Replacing a credit scorecard without breaking fair lending

When a bank decides whether to approve a loan, a model estimates the probability of default, the chance the applicant fails to repay, and the bank approves everyone below some risk cutoff. Most banks still run decades-old scorecard technology for this, and replacing one is less a modeling problem than a proof problem: a new model must be measurably better, it must not discriminate, every decline must be explainable to the applicant by law, and all of it must survive a model validator whose job is to find reasons to say no. The purpose of this project is to build that entire arc, model, fairness audit, dollar impact, explanations, and governance paperwork, and to do it on data where the fairness audit can be proven to work, because the bias was planted deliberately and the audit either finds it or it does not.

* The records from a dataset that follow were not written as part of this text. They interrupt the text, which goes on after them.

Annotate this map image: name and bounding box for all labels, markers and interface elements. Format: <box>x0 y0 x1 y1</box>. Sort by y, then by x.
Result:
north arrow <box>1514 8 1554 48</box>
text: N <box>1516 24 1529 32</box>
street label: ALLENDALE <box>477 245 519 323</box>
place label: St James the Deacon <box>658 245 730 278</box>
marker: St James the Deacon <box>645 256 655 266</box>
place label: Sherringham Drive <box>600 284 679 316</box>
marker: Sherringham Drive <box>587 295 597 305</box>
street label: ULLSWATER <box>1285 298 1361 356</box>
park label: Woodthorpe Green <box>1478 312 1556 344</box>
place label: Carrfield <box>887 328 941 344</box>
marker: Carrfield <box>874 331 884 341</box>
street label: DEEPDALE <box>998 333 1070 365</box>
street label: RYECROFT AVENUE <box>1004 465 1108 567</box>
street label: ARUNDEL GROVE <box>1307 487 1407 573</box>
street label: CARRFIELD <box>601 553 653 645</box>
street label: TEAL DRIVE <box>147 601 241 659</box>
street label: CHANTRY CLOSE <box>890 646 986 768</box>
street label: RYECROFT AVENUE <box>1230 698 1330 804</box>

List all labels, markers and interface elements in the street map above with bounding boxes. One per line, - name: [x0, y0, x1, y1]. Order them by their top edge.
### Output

The impact is concrete on both sides of the trade. The champion model lifts Gini by 0.102 over the incumbent scorecard, which at a constant 70% approval rate translates to an estimated $13.8M (19.2%) reduction in annual default losses on the simulated 800,000-application portfolio, or, taken the other way at constant risk, 57,998 additional approvals per year. And the audit demonstrably earns its place: a naive challenger with even higher Gini is rejected because it fails the four-fifths fairness rule, which is exactly the model a team without the audit would have shipped. The code is at github.com/gradientsj/credit-risk-model.

The system at a glance

Step 1: data where the answer key is known

Real lending data cannot be published, but the deeper reason this project simulates its portfolio is that real data can never tell you whether your fairness tests actually work. If an audit of a real model comes back clean, there is no way to distinguish "the model is fair" from "the audit is blind". So the simulator generates 800,000 applications with correlated bureau-style features (income, utilization, delinquencies, savings, and so on, with an 8.0% default rate), makes the protected attributes causally inert by construction, meaning they have no effect on whether anyone defaults, and then injects bias through two parameterized mechanisms. One is a proxy feature, a regional default-rate index that silently encodes protected-group membership, the classic shape of redlining. The other under-reports income for one segment, so equally creditworthy applicants arrive with worse-looking files. Because the bias is planted, the fairness suite can be tested like software: it must fail the biased configuration and pass the clean one, and the repository's tests assert exactly that. A companion pipeline runs the same comparison on real data, the Home Credit Default Risk dataset of roughly 307,000 applications, so the method is not stranded on synthetic ground.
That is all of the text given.